Women to Watch 2020: Rachel Farbiarz

Blog Category:  Artist Spotlight
A long horizontal rectangle with small numerous figures and images collaged on the surface. Black and white figures in soldier’s uniforms stand and lay down, along with yellow and red banners, flags, and garlands.

The sixth installment of NMWA’s Women to Watch exhibition series, Paper Routes, is presented by the museum with the integral partnership of our national and international outreach committees. The exhibition showcases contemporary artists working in paper, celebrating their wide-ranging approaches and the transformation of this ubiquitous material into complex works of art.

Artist: Rachel Farbiarz
Nominating committee: Mid-Atlantic Region Committee / Consulting curator: Vesela Sretenović, Phillips Collection

A light-skinned woman sits at a large wooden table and looks and points to the upper left corner of the frame as she appears mid-sentence. In front of her is a large black and white scroll with what looks like calligraphy written on it.
Rachel Farbiarz; Photo courtesy of the artist

1. What was your inspiration for your work selected for Paper Routes?

Memorial Hill (2013) was inspired by the Christmas Truce of World War I. During Christmas 1914, soldiers all along the Western Front emerged peacefully from their trenches and for a brief respite, enemies and combatants sang, played football, exchanged gifts, mugged for photographs, and buried their dead. These “truces” were informal, spontaneous, and widespread. And, as the respective military authorities ensured, they were not repeated.

In making Memorial Hill, I felt like I was touching the fragility and contradiction of these moments of truce. I wasn’t trying to illustrate the truces so much as to inhabit them. I wanted to crawl inside their space as one would burrow into a trench. And once inside, I hung up my flowers, flags, lanterns, and wreaths to insist that these, too, are part of the story, and must always be.

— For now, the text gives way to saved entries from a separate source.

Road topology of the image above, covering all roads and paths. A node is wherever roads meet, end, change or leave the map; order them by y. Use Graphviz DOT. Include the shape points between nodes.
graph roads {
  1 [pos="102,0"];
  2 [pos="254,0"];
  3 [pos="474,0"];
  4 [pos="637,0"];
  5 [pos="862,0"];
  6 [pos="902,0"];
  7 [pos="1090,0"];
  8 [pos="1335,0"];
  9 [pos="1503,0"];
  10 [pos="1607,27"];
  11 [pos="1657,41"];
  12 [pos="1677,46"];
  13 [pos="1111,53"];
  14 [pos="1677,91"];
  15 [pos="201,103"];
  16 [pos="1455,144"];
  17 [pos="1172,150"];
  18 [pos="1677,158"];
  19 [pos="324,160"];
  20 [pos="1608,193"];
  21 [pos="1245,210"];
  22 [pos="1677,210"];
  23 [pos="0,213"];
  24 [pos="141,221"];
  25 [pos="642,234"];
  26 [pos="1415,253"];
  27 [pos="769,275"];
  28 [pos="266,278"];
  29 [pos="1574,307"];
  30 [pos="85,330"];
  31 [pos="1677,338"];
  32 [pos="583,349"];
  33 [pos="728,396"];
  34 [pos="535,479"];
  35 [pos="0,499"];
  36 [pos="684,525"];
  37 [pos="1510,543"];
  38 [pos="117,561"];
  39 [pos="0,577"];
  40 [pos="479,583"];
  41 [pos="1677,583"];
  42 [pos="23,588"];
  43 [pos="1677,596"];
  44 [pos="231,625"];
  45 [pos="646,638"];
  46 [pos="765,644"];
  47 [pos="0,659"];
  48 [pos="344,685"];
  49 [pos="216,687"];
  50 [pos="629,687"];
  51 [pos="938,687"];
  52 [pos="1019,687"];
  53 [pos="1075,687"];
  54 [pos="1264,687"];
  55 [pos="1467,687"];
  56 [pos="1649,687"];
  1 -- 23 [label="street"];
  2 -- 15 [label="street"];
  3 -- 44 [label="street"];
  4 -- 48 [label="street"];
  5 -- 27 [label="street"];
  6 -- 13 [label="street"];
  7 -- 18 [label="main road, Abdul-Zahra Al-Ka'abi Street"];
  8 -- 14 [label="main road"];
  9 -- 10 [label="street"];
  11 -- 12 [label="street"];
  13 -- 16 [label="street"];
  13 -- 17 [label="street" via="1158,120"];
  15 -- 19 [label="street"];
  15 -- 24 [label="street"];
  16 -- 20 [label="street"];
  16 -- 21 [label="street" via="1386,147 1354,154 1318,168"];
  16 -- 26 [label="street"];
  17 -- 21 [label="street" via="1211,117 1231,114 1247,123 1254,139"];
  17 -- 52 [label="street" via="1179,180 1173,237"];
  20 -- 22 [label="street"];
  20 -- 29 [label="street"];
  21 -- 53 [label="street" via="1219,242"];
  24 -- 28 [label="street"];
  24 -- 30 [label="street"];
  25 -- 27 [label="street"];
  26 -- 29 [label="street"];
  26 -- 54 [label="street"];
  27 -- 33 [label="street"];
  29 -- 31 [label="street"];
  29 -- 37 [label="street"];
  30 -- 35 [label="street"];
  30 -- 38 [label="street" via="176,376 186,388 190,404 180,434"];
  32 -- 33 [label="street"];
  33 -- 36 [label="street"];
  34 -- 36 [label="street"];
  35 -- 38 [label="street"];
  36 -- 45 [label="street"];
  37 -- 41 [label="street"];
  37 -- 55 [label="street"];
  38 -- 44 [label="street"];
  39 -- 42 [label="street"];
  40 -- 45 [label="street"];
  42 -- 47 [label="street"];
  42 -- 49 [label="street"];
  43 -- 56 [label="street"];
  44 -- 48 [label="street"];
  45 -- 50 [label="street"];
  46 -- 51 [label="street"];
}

2. Is this piece representative of your oeuvre? How does it fit into your larger body of work?

Memorial Hill uses the same drawing-collage idiom that I have been using and developing for many years. The scale of Memorial Hill, with its smallish images and long scrolling format, also continues to compel me as a set of physical parameters for my work.

Detail of a collage of black and white images of soldiers standing and laying down with red and yellow flags, balloons, and ribbons hanging over them.
Rachel Farbiarz, Memorial Hill (detail), 2013; Graphite and collage on paper, 31 ½ x 71 ¾ in.; Collection of Tobie Whitman and Daniel Yates; Photo by Greg Staley

3. As an artist, what is your most essential tool (besides your hands!)? Why?

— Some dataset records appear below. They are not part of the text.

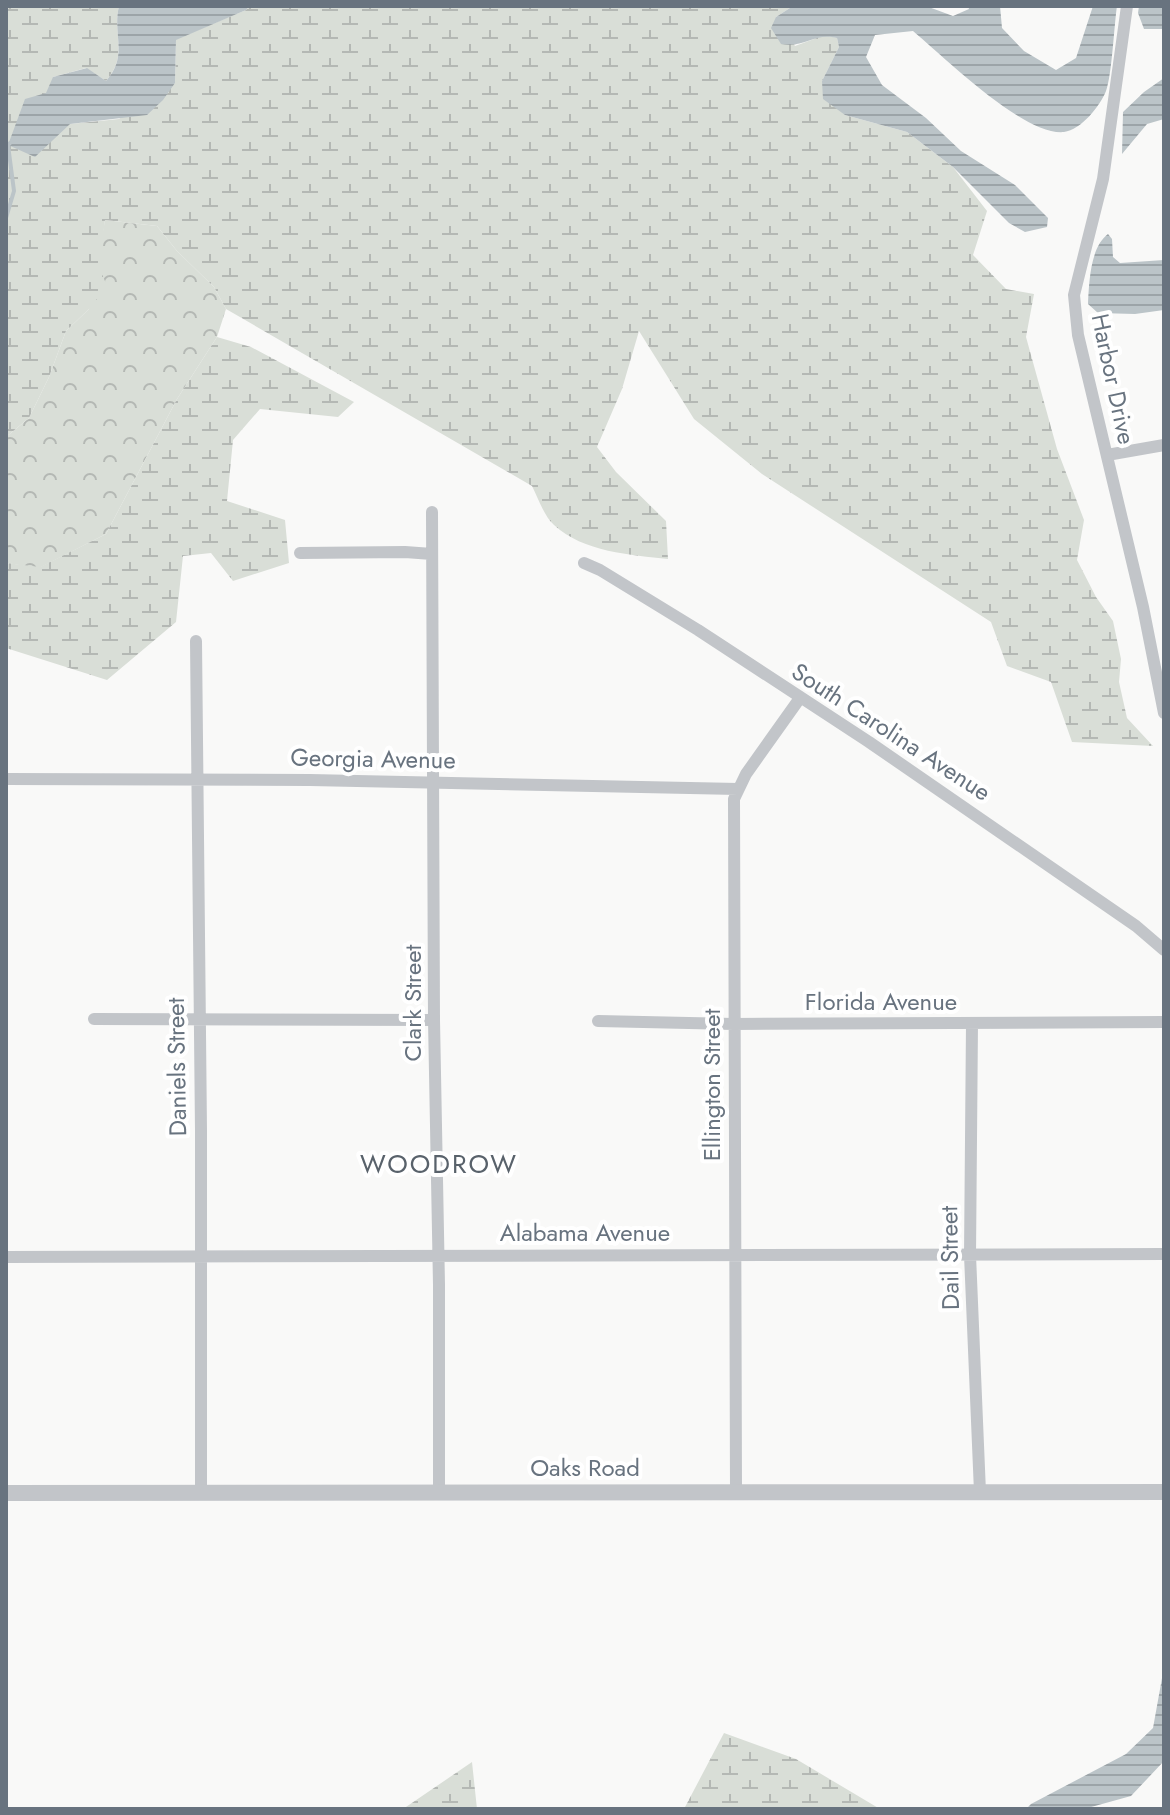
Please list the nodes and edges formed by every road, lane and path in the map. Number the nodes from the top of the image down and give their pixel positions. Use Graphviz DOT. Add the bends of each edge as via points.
graph roads {
  1 [pos="1127,6"];
  2 [pos="1164,445"];
  3 [pos="1107,455"];
  4 [pos="432,512"];
  5 [pos="300,553"];
  6 [pos="432,554"];
  7 [pos="584,563"];
  8 [pos="196,641"];
  9 [pos="800,698"];
  10 [pos="1164,713"];
  11 [pos="6,779"];
  12 [pos="197,780"];
  13 [pos="433,782"];
  14 [pos="738,789"];
  15 [pos="1164,950"];
  16 [pos="94,1019"];
  17 [pos="198,1019"];
  18 [pos="434,1020"];
  19 [pos="598,1021"];
  20 [pos="1164,1022"];
  21 [pos="972,1023"];
  22 [pos="734,1024"];
  23 [pos="1164,1254"];
  24 [pos="438,1255"];
  25 [pos="735,1255"];
  26 [pos="970,1255"];
  27 [pos="6,1257"];
  28 [pos="200,1257"];
  29 [pos="439,1492"];
  30 [pos="736,1492"];
  31 [pos="980,1492"];
  32 [pos="1164,1492"];
  33 [pos="6,1493"];
  34 [pos="201,1493"];
  1 -- 3 [label="street, Harbor Drive" via="1103,179 1074,295 1078,335"];
  2 -- 3 [label="street"];
  3 -- 10 [label="street, Harbor Drive"];
  4 -- 6 [label="street, Clark Street"];
  5 -- 6 [label="street"];
  6 -- 13 [label="street, Clark Street"];
  7 -- 9 [label="street, South Carolina Avenue"];
  8 -- 12 [label="street, Daniels Street"];
  9 -- 14 [label="street, Ellington Street"];
  9 -- 15 [label="street, South Carolina Avenue" via="977,815"];
  11 -- 12 [label="street, Georgia Avenue"];
  12 -- 13 [label="street, Georgia Avenue"];
  12 -- 17 [label="street, Daniels Street"];
  13 -- 14 [label="street, Georgia Avenue"];
  13 -- 18 [label="street, Clark Street"];
  14 -- 22 [label="street, Ellington Street"];
  16 -- 17 [label="street"];
  17 -- 18 [label="street"];
  17 -- 28 [label="street, Daniels Street"];
  18 -- 24 [label="street, Clark Street"];
  19 -- 22 [label="street, Florida Avenue"];
  20 -- 21 [label="street, Florida Avenue"];
  21 -- 22 [label="street, Florida Avenue"];
  21 -- 26 [label="street, Dail Street"];
  22 -- 25 [label="street, Ellington Street"];
  23 -- 26 [label="street, Alabama Avenue"];
  24 -- 25 [label="street, Alabama Avenue"];
  24 -- 28 [label="street, Alabama Avenue"];
  24 -- 29 [label="street, Clark Street"];
  25 -- 26 [label="street, Alabama Avenue"];
  25 -- 30 [label="street, Ellington Street"];
  26 -- 31 [label="street, Dail Street"];
  27 -- 28 [label="street, Alabama Avenue"];
  28 -- 34 [label="street, Daniels Street"];
  29 -- 30 [label="street, Oaks Road"];
  29 -- 34 [label="street, Oaks Road"];
  30 -- 31 [label="street, Oaks Road"];
  31 -- 32 [label="street, Oaks Road"];
  33 -- 34 [label="street, Oaks Road"];
}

My X-Acto knife, and the endless supply of blades I need to feed it, is like an extension of my hand at this point. I cut out all my collaged elements with these knives. The process is very much like drawing, demanding sensitivity to line and a willingness to revise and re-cut when the line and my hand errs. When I’ve replaced a blade because it has chipped, cracked, or become dull, I can’t bring myself to throw it out. Instead, I place the old blade in a fancy glass in my studio. I must have hundreds in there.

4. Where do you obtain your materials?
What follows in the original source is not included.